Sodic-Calcic Alteration at the White Rock Pluton: Constraining Fluid Sources with Oxygen Isotopes

Presentation author(s)

Sophia Hopp ’20, Chicago, Illinois

Major: Environmental Geology


Rocks on the eastern margin of Whiterock Pluton (29 Ma) in the southwestern Elk Mountains, have been locally affected by sodic-calcic metasomatism due to the flow of moderate to high salinity fluid along joints and fractures. In this process, sodium and calcium were added to the rock at the expense of other elements. This form of alteration is widespread in contact aureoles and is commonly associated with iron oxide copper gold deposits (IOGs) and iron oxide apatite deposits (IOAs). Mineral samples taken from the Whiterock Pluton, and surrounding country rock, were analyzed for oxygen isotopes to determine the source of altering fluid. The alteration cuts across grandorite and Maroon Formation metasedimentary rocks, and occurs across several zones of varying intensity of alteration. Some igneous plagioclase persists through the alteration zones, but much was replaced by metasomatic Na feldspar. Alteration products include titanite and albitized feldspar, which are present in the most altered zones. The oxygen isotopic compositions of several minerals in these zones have been analyzed to constrain the origin of the alteration fluids. The δ18O of a mineral is a function of the mineral’s fractionation factors, the δ18O of the altering fluid, and temperature.

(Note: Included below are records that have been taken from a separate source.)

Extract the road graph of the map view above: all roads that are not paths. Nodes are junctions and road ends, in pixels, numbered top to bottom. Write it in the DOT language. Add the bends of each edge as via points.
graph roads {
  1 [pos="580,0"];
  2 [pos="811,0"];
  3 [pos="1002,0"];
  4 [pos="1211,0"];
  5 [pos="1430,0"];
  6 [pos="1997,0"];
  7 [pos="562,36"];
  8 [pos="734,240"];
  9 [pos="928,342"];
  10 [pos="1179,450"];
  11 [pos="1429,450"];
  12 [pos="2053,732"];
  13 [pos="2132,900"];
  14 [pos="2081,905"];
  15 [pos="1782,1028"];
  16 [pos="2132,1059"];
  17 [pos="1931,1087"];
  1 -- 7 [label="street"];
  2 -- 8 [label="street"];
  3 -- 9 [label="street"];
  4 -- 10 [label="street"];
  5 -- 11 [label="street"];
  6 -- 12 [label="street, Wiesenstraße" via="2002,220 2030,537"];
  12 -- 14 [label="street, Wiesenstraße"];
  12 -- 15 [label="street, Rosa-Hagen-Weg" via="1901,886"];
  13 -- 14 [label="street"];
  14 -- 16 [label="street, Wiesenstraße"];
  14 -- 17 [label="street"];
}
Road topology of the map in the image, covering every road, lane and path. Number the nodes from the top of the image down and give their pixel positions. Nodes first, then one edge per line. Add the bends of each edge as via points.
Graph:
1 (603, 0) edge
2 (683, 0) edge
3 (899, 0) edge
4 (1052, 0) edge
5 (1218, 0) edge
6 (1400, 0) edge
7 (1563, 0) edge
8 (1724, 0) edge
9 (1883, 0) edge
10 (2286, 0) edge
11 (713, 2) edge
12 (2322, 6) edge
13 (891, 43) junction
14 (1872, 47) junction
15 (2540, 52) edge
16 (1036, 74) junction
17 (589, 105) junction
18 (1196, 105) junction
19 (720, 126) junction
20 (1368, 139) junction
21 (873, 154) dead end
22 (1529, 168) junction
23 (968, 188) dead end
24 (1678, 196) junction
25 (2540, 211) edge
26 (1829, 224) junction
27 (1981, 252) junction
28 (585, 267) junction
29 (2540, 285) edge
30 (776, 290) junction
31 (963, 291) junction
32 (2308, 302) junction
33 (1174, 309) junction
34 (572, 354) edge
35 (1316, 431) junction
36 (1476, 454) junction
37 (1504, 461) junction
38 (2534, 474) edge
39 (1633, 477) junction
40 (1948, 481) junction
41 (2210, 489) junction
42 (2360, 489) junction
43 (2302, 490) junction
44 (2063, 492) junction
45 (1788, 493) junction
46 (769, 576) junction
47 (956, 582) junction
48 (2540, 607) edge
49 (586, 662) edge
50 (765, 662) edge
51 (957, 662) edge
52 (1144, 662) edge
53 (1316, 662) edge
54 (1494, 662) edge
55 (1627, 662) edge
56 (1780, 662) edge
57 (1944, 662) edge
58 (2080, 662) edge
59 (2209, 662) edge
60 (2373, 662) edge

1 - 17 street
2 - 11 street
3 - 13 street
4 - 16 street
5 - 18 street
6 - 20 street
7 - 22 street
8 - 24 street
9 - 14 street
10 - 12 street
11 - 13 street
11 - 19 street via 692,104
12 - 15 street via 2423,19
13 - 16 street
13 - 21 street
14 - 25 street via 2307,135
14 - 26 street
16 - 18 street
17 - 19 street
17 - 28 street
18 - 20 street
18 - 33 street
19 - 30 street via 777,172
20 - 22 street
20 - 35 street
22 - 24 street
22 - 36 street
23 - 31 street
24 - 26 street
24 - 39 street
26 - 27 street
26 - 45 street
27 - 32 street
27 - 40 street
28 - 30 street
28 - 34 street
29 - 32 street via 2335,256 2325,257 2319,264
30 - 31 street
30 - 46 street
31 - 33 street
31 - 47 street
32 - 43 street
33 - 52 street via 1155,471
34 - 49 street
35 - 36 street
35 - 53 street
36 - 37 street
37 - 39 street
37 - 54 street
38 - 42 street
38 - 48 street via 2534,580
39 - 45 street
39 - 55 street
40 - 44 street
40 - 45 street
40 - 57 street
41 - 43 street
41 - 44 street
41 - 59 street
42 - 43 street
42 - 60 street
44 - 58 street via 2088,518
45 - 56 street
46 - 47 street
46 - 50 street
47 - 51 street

Based on these new mineral data, δ18O values of water in equilibrium with these samples fall within the range for normal igneous-derived fluids (+6 ‰ to +10 ‰) for a range of alteration temperatures. Previous studies of the Whiterock Pluton have shown evidence for meteoric water sourced alteration. This particular alteration zone seems to be dominated by igneous fluid, and suggests inhomogeneous fluid sources at the scale of the contact aureole.